HBC is accelerating the expansion of Off 5th with plans to open 15 to 20 units a year in the U.S. There are now more than 90 Off 5th stores in 50 states.
The retail concept also has international legs. There are plans next year to unveil up to eight stores in Canada and foresees as many as 25 Off 5th locations in Canada within the next five years.
“We intend on bringing Off 5th to Germany,” Storch said, adding that HBC’s impending acquisition of Galeria Kaufhof would be used as the foundation. “With the acquisition, we’ll have the largest department store chains in Germany and Belgium and an established foothold in Europe to grow Saks Fifth Avenue and Saks Off 5th. We can have up to 40 Off 5th stores” in Europe. Storch said there is no specific count for the number of Saks units that could open.
The Off 5th unit on 57th Street is part of a strategy of expanding the off-price business in suburban and urban locations around the country. Off 5th stores operate in downtown San Francisco; The Beverly Center in Los Angeles, and Costa Mesa, Calif., across the street from South Coast Plaza.

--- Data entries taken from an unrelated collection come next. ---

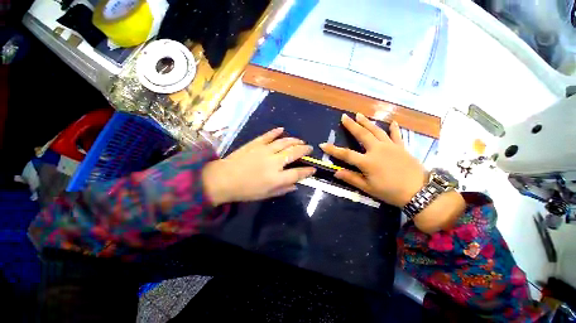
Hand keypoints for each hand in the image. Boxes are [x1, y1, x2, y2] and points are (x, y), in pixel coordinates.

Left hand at [202, 128, 315, 205]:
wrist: (223, 179)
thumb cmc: (245, 190)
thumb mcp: (265, 195)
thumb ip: (282, 190)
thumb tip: (295, 185)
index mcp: (276, 178)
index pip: (297, 173)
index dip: (307, 170)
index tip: (313, 168)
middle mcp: (273, 162)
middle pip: (294, 153)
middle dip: (305, 150)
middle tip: (309, 148)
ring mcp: (264, 150)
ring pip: (284, 142)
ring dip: (295, 140)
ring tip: (300, 140)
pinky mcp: (255, 143)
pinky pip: (268, 135)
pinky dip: (276, 132)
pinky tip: (282, 129)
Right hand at [320, 113, 426, 207]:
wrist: (420, 191)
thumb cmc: (391, 192)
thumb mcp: (368, 188)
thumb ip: (351, 178)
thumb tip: (336, 172)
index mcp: (367, 162)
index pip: (346, 154)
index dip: (333, 149)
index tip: (323, 144)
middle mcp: (377, 150)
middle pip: (362, 134)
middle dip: (351, 125)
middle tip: (344, 116)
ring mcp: (390, 146)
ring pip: (376, 131)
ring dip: (367, 122)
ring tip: (359, 114)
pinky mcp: (401, 147)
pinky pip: (396, 135)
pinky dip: (394, 128)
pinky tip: (392, 122)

“This location is in line with higher density areas. We have no concerns whatsoever,” Storch said about opening Off 5th in close proximity to the Saks Fifth Avenue flagship in Manhattan. “The concepts are additive and complimentary. One plus one equals three. Saks Off 5th is more of a Millennial shopper and we view Off 5th as an excellent vehicle for developing a new customer base.”
Once the younger shoppers establish themselves and start earning more money, they move to the full-price Saks stores, Storch said. “We think Off 5th is a brand-building experience,” he explained. “As we enter East 57th Street, we’re investing $250 million [in the flagship on Fifth Avenue] to ensure that Saks Fifth Avenue is far and away the best [experience] in the world. We’re very committed to the luxury customer.”

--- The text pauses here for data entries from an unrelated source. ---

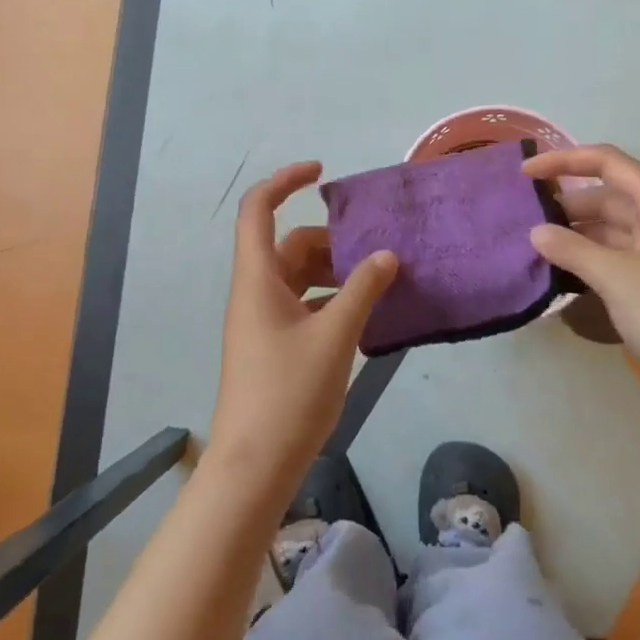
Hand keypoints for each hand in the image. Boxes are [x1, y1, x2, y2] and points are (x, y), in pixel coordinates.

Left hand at [208, 161, 398, 501]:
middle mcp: (255, 291)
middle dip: (331, 241)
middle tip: (376, 253)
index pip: (258, 208)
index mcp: (257, 278)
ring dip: (335, 273)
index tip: (323, 173)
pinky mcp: (273, 346)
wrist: (253, 467)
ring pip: (299, 277)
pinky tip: (364, 317)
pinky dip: (330, 301)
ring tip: (378, 284)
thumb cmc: (288, 393)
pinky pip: (303, 305)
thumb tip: (386, 255)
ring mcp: (262, 320)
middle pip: (290, 244)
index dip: (285, 180)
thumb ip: (362, 290)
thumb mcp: (334, 337)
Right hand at [524, 144, 639, 403]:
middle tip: (524, 221)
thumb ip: (572, 250)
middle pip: (609, 198)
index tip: (526, 174)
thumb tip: (536, 232)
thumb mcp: (617, 279)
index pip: (609, 163)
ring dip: (576, 235)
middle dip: (567, 204)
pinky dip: (590, 261)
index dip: (565, 160)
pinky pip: (617, 260)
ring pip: (611, 232)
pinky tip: (563, 275)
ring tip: (535, 248)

Storch maintained that Saks Fifth Avenue and Off 5th have very little crossover in terms of shoppers. “Everybody shops everywhere, yet, when it comes to apparel buying, we see that Saks Off 5th customers tend to be distinct from the Saks luxury customers.”
Saks Off 5th, which has been around for about 20 years, was originally conceived as an outlet business. HBC realized that Off 5th had potential beyond the outlet malls and started opening stores in suburban and downtown locations that support TJ Maxx and Nordstrom Rack.
“We adapted a format that had been divided into small rooms to a more contemporary open format with a more modern look and feel,” Storch said.
Off 5th changed its pricing model radically. Before, it listed the market price and a markdown indicating the new lower price, with a sign advertising a further 40 percent or more reduction. The final price was calculated at the cash wrap. Off 5th now does all the math, listing the final out-the-door price and the total savings from the original market price. Merchandise at Off 5th is reduced up to 70 percent.
“Consumers love the increased transparency and reliability,” Storch said, adding that the majority of the assortment is branded sell-off from Saks full-price stores or purchased from vendors, with some Saks private label.
Even as department stores are repurposing some of their real estate and slowing expansion of full-line stores, they see the off-price model as a prime growth vehicle. Nordstrom sees the Rack format as one of the keys to its goal of hitting $20 billion in sales by 2020, with plans to have at least 300 Racks by that time, up from 194 currently. Macy’s Inc., meanwhile, last week revealed plans to roll out up to 50 Macy’s Backstage off-price stores over the next two years as it seeks to jumpstart the group’s growth.
“Consumer demand for off-price continues to grow,” Storch said. “It’s one of the most rapidly growing segments in retailing and we’ll continue to grow it. Unlike some of the johnny-come-latelies, we know what we’re doing. We know how to price the merchandise.”